EDITOR’S NOTE: This feature is part of CNN Style’s series Hyphenated, which explores the complex issue of identity among minorities in the United States.
When she was four, the artist Widline Cadet was separated from her mother for six years as she emigrated from Haiti to New York to pursue a better life for her family. Cadet, her father and older sister remained in Thomassin, eventually joining her. During that time, her father would travel back and forth, bringing a small number of photographs between them — it was how Cadet learned she had a new baby sister, too, as her mom settled in New York City’s Hamilton Heights.
But photographs of her own childhood and family were scarce. At 10 years old, she reunited with her mother in New York, but as she grew into adulthood, Cadet realized that she didn’t know her well at all. Nor did she have a larger sense of her family, the ancestral threads that weave back through time. Her mother didn’t have a picture of her own mother. Memories faded with each passing year.

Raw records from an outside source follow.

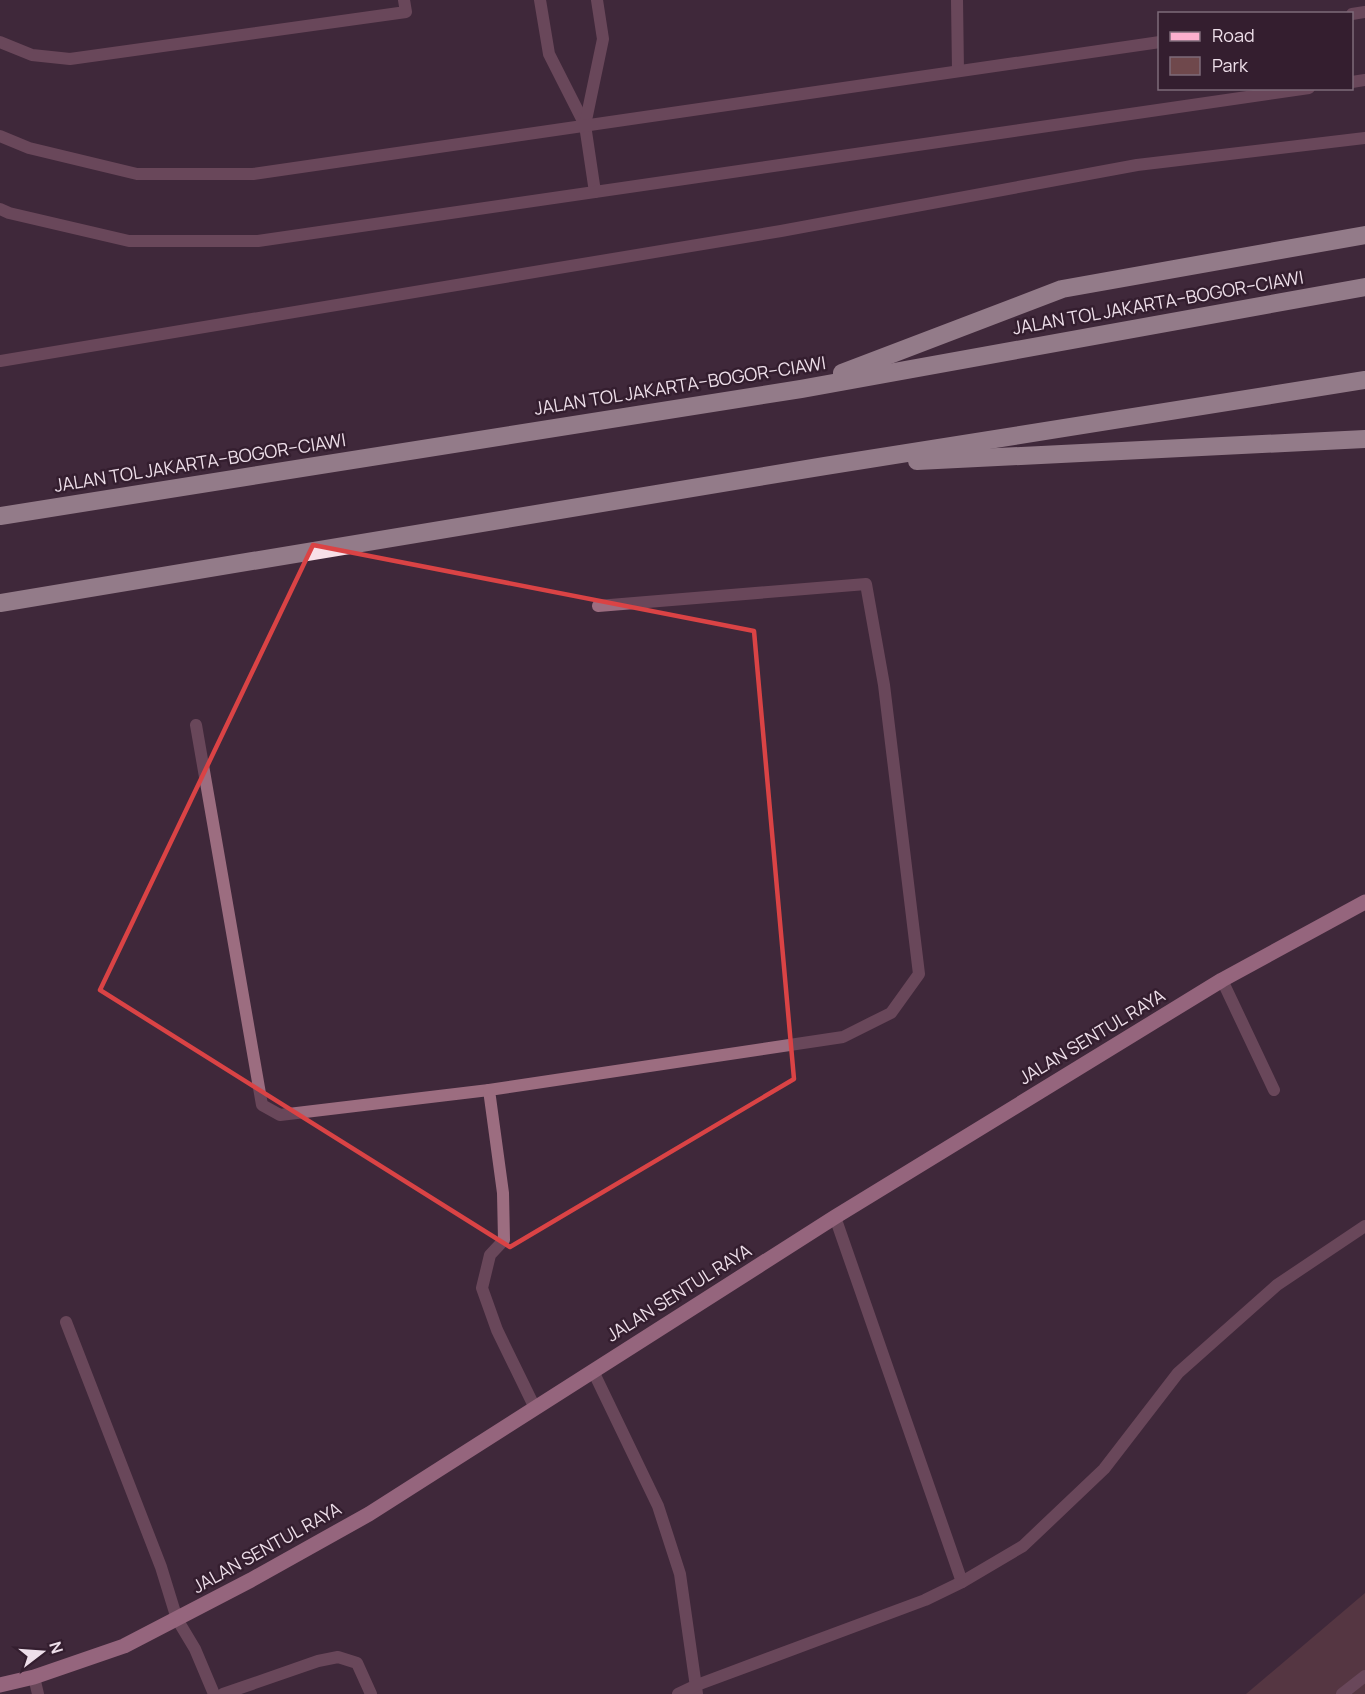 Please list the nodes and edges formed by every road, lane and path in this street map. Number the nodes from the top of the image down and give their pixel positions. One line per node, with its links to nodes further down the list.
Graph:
1 (404, 0): 5 (street)
2 (540, 0): 9 (street)
3 (597, 0): 9 (street)
4 (957, 0): 7 (street)
5 (0, 42)
6 (1158, 42): 7 (street)
7 (958, 71): 9 (street)
8 (1295, 90): 12 (street)
9 (585, 125): 10 (street); 12 (street)
10 (0, 136)
11 (1365, 138): 16 (street)
12 (595, 192): 13 (street)
13 (0, 209)
14 (1365, 235): 18 (highway)
15 (1365, 287): 18 (highway, JALAN TOL JAKARTA–BOGOR–CIAWI)
16 (0, 361)
17 (1365, 380): 20 (highway)
18 (801, 388): 21 (highway, JALAN TOL JAKARTA–BOGOR–CIAWI)
19 (1365, 439): 20 (highway)
20 (825, 466): 22 (highway)
21 (0, 516)
22 (0, 603)
23 (598, 606): 27 (street)
24 (196, 725): 27 (street)
25 (1365, 902): 26 (main road, JALAN SENTUL RAYA)
26 (1222, 980): 28 (street); 29 (main road, JALAN SENTUL RAYA)
27 (489, 1090): 33 (street)
28 (1274, 1090)
29 (836, 1217): 32 (main road, JALAN SENTUL RAYA); 34 (street)
30 (1365, 1226): 34 (street)
31 (66, 1322): 35 (street)
32 (593, 1371): 33 (main road, JALAN SENTUL RAYA); 39 (street)
33 (535, 1408): 35 (main road, JALAN SENTUL RAYA)
34 (962, 1582): 39 (street)
35 (177, 1618): 37 (main road, JALAN SENTUL RAYA); 41 (street)
36 (1365, 1676): 45 (street)
37 (34, 1677): 38 (main road, JALAN SENTUL RAYA); 40 (street)
38 (0, 1685)
39 (697, 1689): 44 (street)
40 (38, 1694)
41 (214, 1694)
42 (223, 1694): 43 (street)
43 (371, 1694)
44 (678, 1694)
45 (1342, 1694) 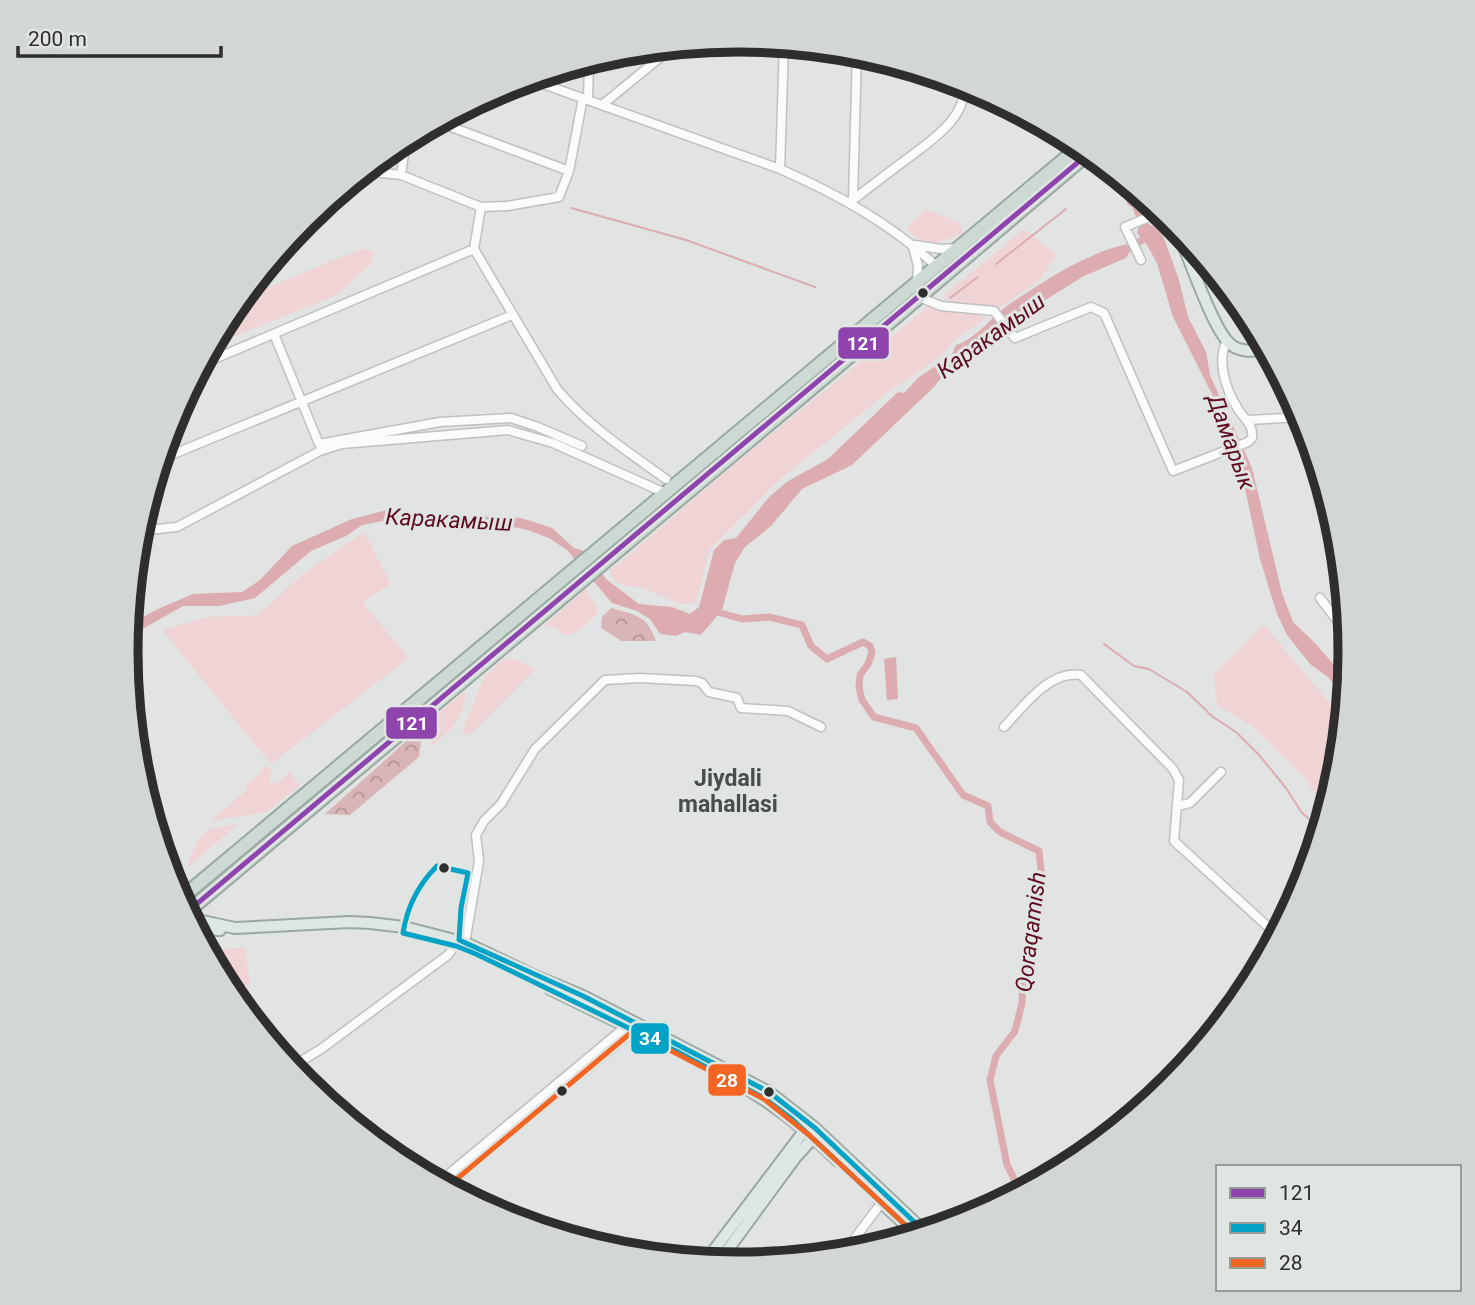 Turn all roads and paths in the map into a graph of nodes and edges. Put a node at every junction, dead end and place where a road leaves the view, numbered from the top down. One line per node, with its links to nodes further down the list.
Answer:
1 (784, 55): 13 (street)
2 (660, 58): 8 (street)
3 (857, 64): 17 (street)
4 (588, 72): 7 (street)
5 (544, 84): 7 (street)
6 (963, 96): 17 (street)
7 (585, 99): 8 (street); 14 (street)
8 (602, 106): 13 (street)
9 (449, 126): 14 (street)
10 (404, 154): 16 (street)
11 (1071, 154): 21 (highway)
12 (1080, 160): 25 (highway)
13 (779, 169): 17 (street)
14 (569, 171): 18 (street)
15 (377, 172): 16 (street)
16 (401, 175): 18 (street)
17 (851, 201): 20 (street)
18 (481, 206): 22 (street)
19 (1150, 217): 24 (street)
20 (912, 244): 21 (street); 25 (street); 26 (street)
21 (958, 248): 25 (highway)
22 (474, 249): 28 (street); 29 (street)
23 (1189, 257): 30 (main road)
24 (1142, 260)
25 (940, 271): 26 (highway); 27 (highway)
26 (917, 281): 33 (highway)
27 (919, 298): 34 (highway); 37 (street)
28 (512, 315): 35 (street); 40 (street)
29 (274, 334): 32 (street); 35 (street)
30 (1227, 341): 31 (main road); 37 (street)
31 (1255, 350)
32 (214, 359)
33 (815, 366): 34 (highway); 41 (highway)
34 (824, 378): 43 (highway)
35 (301, 402): 38 (street); 39 (street)
36 (1290, 418): 37 (street)
37 (1247, 420)
38 (582, 446)
39 (171, 455)
40 (666, 479)
41 (665, 493): 42 (street); 43 (highway)
42 (150, 530)
43 (602, 555): 48 (highway); 49 (highway)
44 (1320, 597): 45 (street)
45 (1336, 619)
46 (821, 727): 58 (street)
47 (1004, 727): 51 (street)
48 (369, 740): 49 (highway); 52 (highway)
49 (379, 752): 53 (highway)
50 (1221, 772): 51 (street)
51 (1177, 806): 55 (street)
52 (188, 893)
53 (194, 906)
54 (200, 921): 57 (main road)
55 (1270, 928)
56 (206, 930): 57 (main road)
57 (404, 930): 58 (main road)
58 (461, 945): 59 (main road); 60 (street)
59 (629, 1026): 61 (main road); 62 (street); 63 (street)
60 (299, 1062)
61 (811, 1132): 64 (main road); 65 (main road); 68 (main road); 69 (main road)
62 (446, 1177)
63 (453, 1181)
64 (882, 1202): 66 (main road); 67 (street)
65 (917, 1225)
66 (908, 1227)
67 (852, 1241)
68 (714, 1251)
69 (726, 1252)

Now, for nearly a decade, Cadet has been crafting her own multi-generational “living archive,” mixing together photographs, video, sound and sculpture to explore the connection and disconnection of the diasporic experience, and make visible the elusiveness of memory. Over the past few years, she has shown parts of the archive at major museums, galleries and art fairs, and has published it in book form. The largest presentation of her work to date is on view at the Milwaukee Art Museum, for the show, “Currents 40: Widline Cadet.”